# Safe to use heat pads after embryo transfer?



## hopespringseternal27 (Jul 21, 2014)

I'm now 1 day post transfer and getting the occasional cramping pain. No other symptoms, but there is the temptation to just pop a hot water bottle on my tummy to help. Are hot water water bottles safe to use? 
Your thoughts please! Thank you. X


----------



## CrazyHorse (May 8, 2014)

My clinic specifically advised against hot baths, heating pads, or hot water bottles against the abdomen after ET -- basically, anything that could potentially raise the temperature of the uterus. I think the genesis of this precaution has more to do with possibly worsening the symptoms of OHSS rather than any impact to the embryo (I have never been able to find any research indicating a link between hot baths / heating pad use and implantation failure -- embryos are not heat-sensitive in the same way that sperm are), but personally I wouldn't risk it.

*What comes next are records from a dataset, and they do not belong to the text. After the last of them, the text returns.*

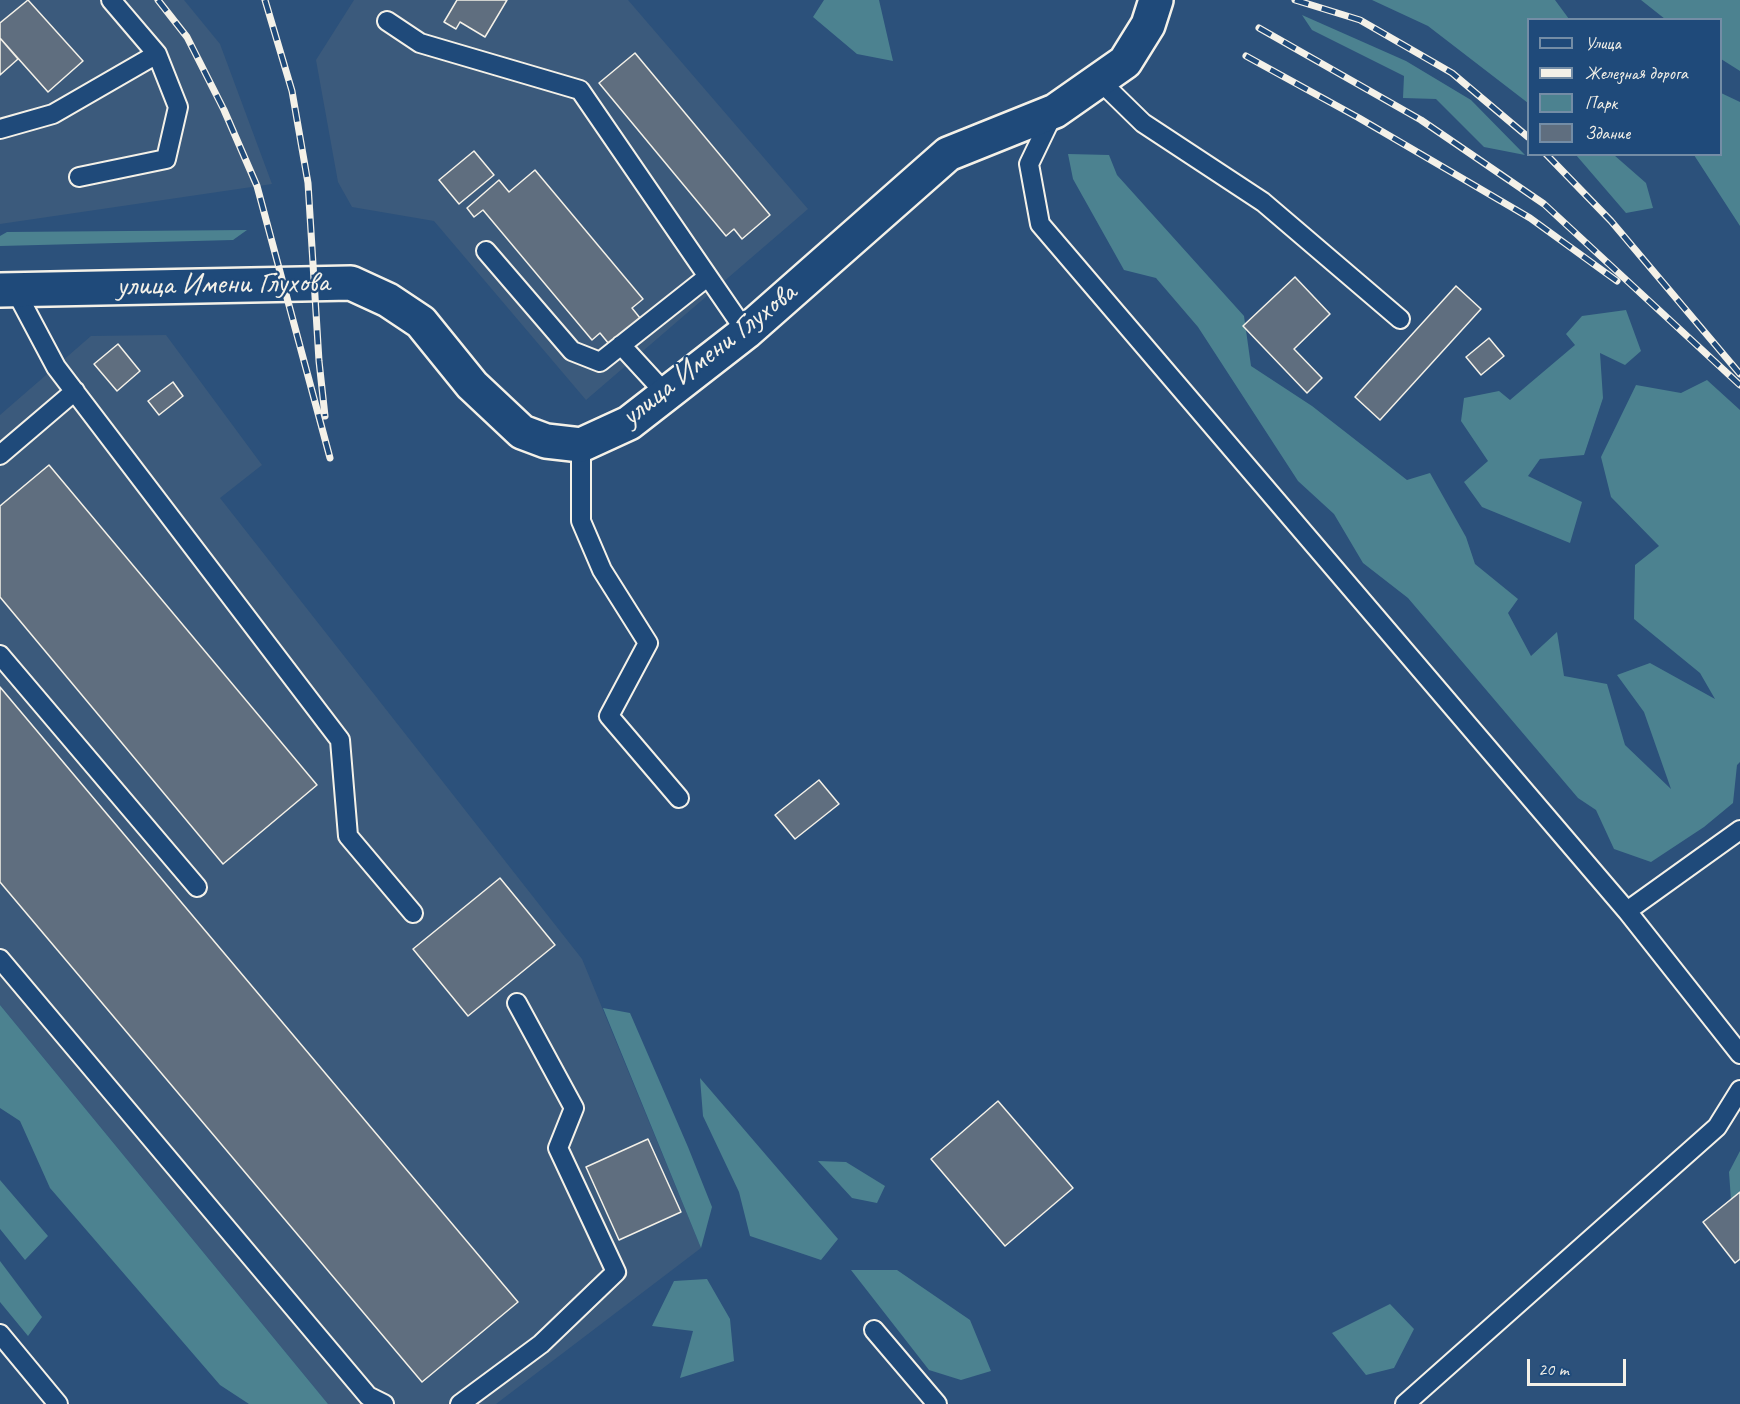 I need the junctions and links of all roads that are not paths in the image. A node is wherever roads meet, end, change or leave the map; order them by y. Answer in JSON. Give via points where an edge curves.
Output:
{"nodes":[{"id":1,"x":111,"y":0,"type":"edge"},
{"id":2,"x":1156,"y":0,"type":"edge"},
{"id":3,"x":387,"y":21,"type":"dead end"},
{"id":4,"x":158,"y":54,"type":"junction"},
{"id":5,"x":1099,"y":80,"type":"junction"},
{"id":6,"x":1054,"y":111,"type":"junction"},
{"id":7,"x":0,"y":129,"type":"edge"},
{"id":8,"x":79,"y":177,"type":"dead end"},
{"id":9,"x":486,"y":251,"type":"dead end"},
{"id":10,"x":706,"y":278,"type":"junction"},
{"id":11,"x":7,"y":289,"type":"edge"},
{"id":12,"x":1400,"y":319,"type":"dead end"},
{"id":13,"x":746,"y":332,"type":"junction"},
{"id":14,"x":621,"y":345,"type":"junction"},
{"id":15,"x":75,"y":391,"type":"junction"},
{"id":16,"x":666,"y":394,"type":"junction"},
{"id":17,"x":581,"y":445,"type":"junction"},
{"id":18,"x":0,"y":455,"type":"edge"},
{"id":19,"x":0,"y":655,"type":"edge"},
{"id":20,"x":679,"y":798,"type":"dead end"},
{"id":21,"x":1740,"y":830,"type":"edge"},
{"id":22,"x":197,"y":887,"type":"dead end"},
{"id":23,"x":1627,"y":910,"type":"junction"},
{"id":24,"x":414,"y":914,"type":"dead end"},
{"id":25,"x":0,"y":959,"type":"edge"},
{"id":26,"x":517,"y":1003,"type":"dead end"},
{"id":27,"x":1740,"y":1054,"type":"edge"},
{"id":28,"x":1740,"y":1090,"type":"edge"},
{"id":29,"x":874,"y":1330,"type":"dead end"},
{"id":30,"x":0,"y":1334,"type":"edge"},
{"id":31,"x":58,"y":1404,"type":"edge"},
{"id":32,"x":384,"y":1404,"type":"edge"},
{"id":33,"x":460,"y":1404,"type":"edge"},
{"id":34,"x":937,"y":1404,"type":"edge"},
{"id":35,"x":1405,"y":1404,"type":"edge"}],
"edges":[{"from":1,"to":4,"type":"lane"},
{"from":2,"to":5,"type":"street","name":"улица Имени Глухова","via":[[1148,25],[1125,62]]},
{"from":3,"to":10,"type":"lane","via":[[420,43],[579,90]]},
{"from":4,"to":7,"type":"lane","via":[[53,114]]},
{"from":4,"to":8,"type":"lane","via":[[178,107],[166,159]]},
{"from":5,"to":6,"type":"street","name":"улица Имени Глухова"},
{"from":5,"to":12,"type":"lane","via":[[1143,123],[1263,202]]},
{"from":6,"to":13,"type":"street","name":"улица Имени Глухова","via":[[948,154]]},
{"from":6,"to":23,"type":"lane","via":[[1029,164],[1040,224]]},
{"from":9,"to":14,"type":"lane","via":[[573,351],[600,362]]},
{"from":10,"to":13,"type":"lane"},
{"from":10,"to":14,"type":"lane"},
{"from":11,"to":15,"type":"lane"},
{"from":11,"to":17,"type":"street","name":"улица Имени Глухова","via":[[351,283],[388,300],[421,322],[472,385],[522,432],[546,441]]},
{"from":13,"to":16,"type":"street","name":"улица Имени Глухова"},
{"from":14,"to":16,"type":"lane"},
{"from":15,"to":18,"type":"lane"},
{"from":15,"to":24,"type":"lane","via":[[340,740],[348,836]]},
{"from":16,"to":17,"type":"street","name":"улица Имени Глухова","via":[[628,423]]},
{"from":17,"to":20,"type":"lane","via":[[581,521],[602,570],[648,643],[609,716]]},
{"from":19,"to":22,"type":"lane"},
{"from":21,"to":23,"type":"lane"},
{"from":23,"to":27,"type":"lane"},
{"from":25,"to":32,"type":"lane","via":[[368,1396]]},
{"from":26,"to":33,"type":"lane","via":[[574,1108],[558,1148],[616,1272],[541,1344]]},
{"from":28,"to":35,"type":"lane","via":[[1717,1127]]},
{"from":29,"to":34,"type":"lane"},
{"from":30,"to":31,"type":"lane"}]}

Hope your tummy feels better soon!


----------



## hopespringseternal27 (Jul 21, 2014)

Thank you for that. I'll just continue to let the dog cuddle upto me instead then  I do find I'm crampy about an hour after cyclogest administration. Oh well, I'll have to deal with it for the next couple of weeks then


----------



## Greyhoundgal (Oct 7, 2013)

Sorry but I agree with Crazy - embryos are very sensitive to heat so if you can bear it just try to struggle on. If the pain is very bad you can take paracetamol which might help?

Grey xx


----------